In 2005, the Federal Deposit Insurance Corp. issued guidelines that effectively closedthe loophole, according to the Center for Responsible Lending, a consumer advocacy group. County Bank and the firms owned by Hallinan and Rubin settled the New York lawsuit in 2008 for $5.5 million, without admitting or denying wrongdoing. David Gillan, County Bank’s current chief executive officer, didn’t respond to a message seeking comment.
Hallinan didn’t set out to evade the law, according to Hilary Miller, the lawyer who represented him in the case.
“The law was pretty clear that the bank was the lender,” Miller said in a phone interview. “He was as surprised as we were that the New York attorney general sued him.”
Racing Ferarris
By the time the lawsuit was settled, Hallinan had found a new way around state usury laws: partnering with American Indian tribes. Hallinan — or Co-Conspirator 1 — struck a deal with a tribe that agreed to pretend to be the lender so that it could assert sovereign immunity when state regulators sued, according to Rubin’s indictment.

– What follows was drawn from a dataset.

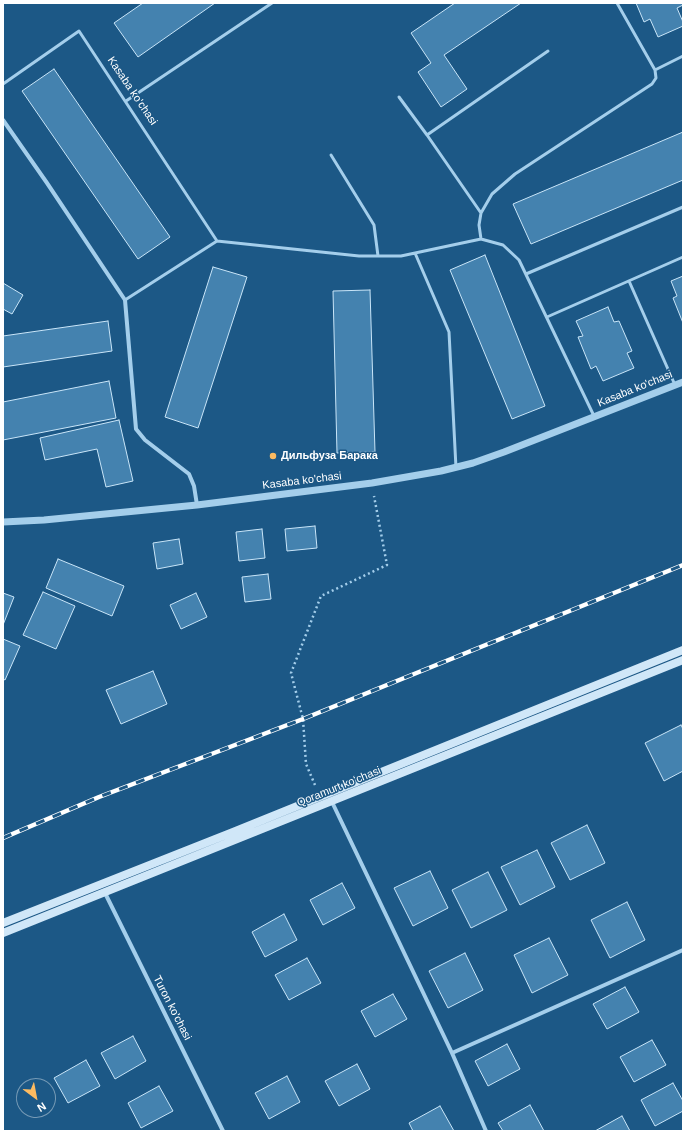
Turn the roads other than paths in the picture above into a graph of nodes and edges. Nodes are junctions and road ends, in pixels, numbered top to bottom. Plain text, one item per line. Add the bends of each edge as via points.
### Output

Hallinan also had another partner. In 1997, he met Scott Tucker, who was then running a single payday loan storefront. Hallinan backed Tucker and his brother Blaine as they set up an online business, according to a lawsuit Hallinan would later file against them. Their effort took off, generating tens of millions in profits that Scott Tucker used to finance his entry into sports car racing, including the Ferrari Challenge and American Le Mans Series.
Hallinan said in his case against Tucker, filed in 2008 in Nevada state court, that he discovered after a decade that his protege had secretly set up his own companies to divert the profits to himself. Tucker paid Hallinan about $30 million to settle the case, according to a person with direct knowledge of the matter, who asked for anonymity because the settlement was confidential.
Lending Doubled
Manhattan U.S. Attorney Preet Bharara has been working with the Federal Bureau of Investigation in New York to build a case against Tucker, people familiar with the matter said in December. Paula Junghans, a lawyer for Tucker at Zuckerman Spaeder LLP, declined to comment, as did a spokesman for Bharara’s office. Blaine Tucker killed himself last year.
The industry Hallinan helped create is giant. Internet payday lending in the U.S. has doubled since 2008 to $16 billion a year as of 2013, with half made by lenders who say state laws don’t apply to them because they’re based offshore or affiliated with tribes, according to Jefferies Group research.
Hallinan says he’s gotten out of the payday-loan business, according to five people who’ve spoken with him in the past year. Like some other payday moguls, he’s shifted his investments to what’s called “merchant cash advance” — lending to small businesses such as restaurants or truckers at rates that can rival payday loans.
Business cash advances are completely unregulated. Everest Business Funding, the firm Hallinan invests in, is lending millions of dollars a month, according to three of his competitors. He’s not involved in managing it, a person close to the firm said. Scott Crockett, who runs Everest, didn’t respond to a message seeking comment.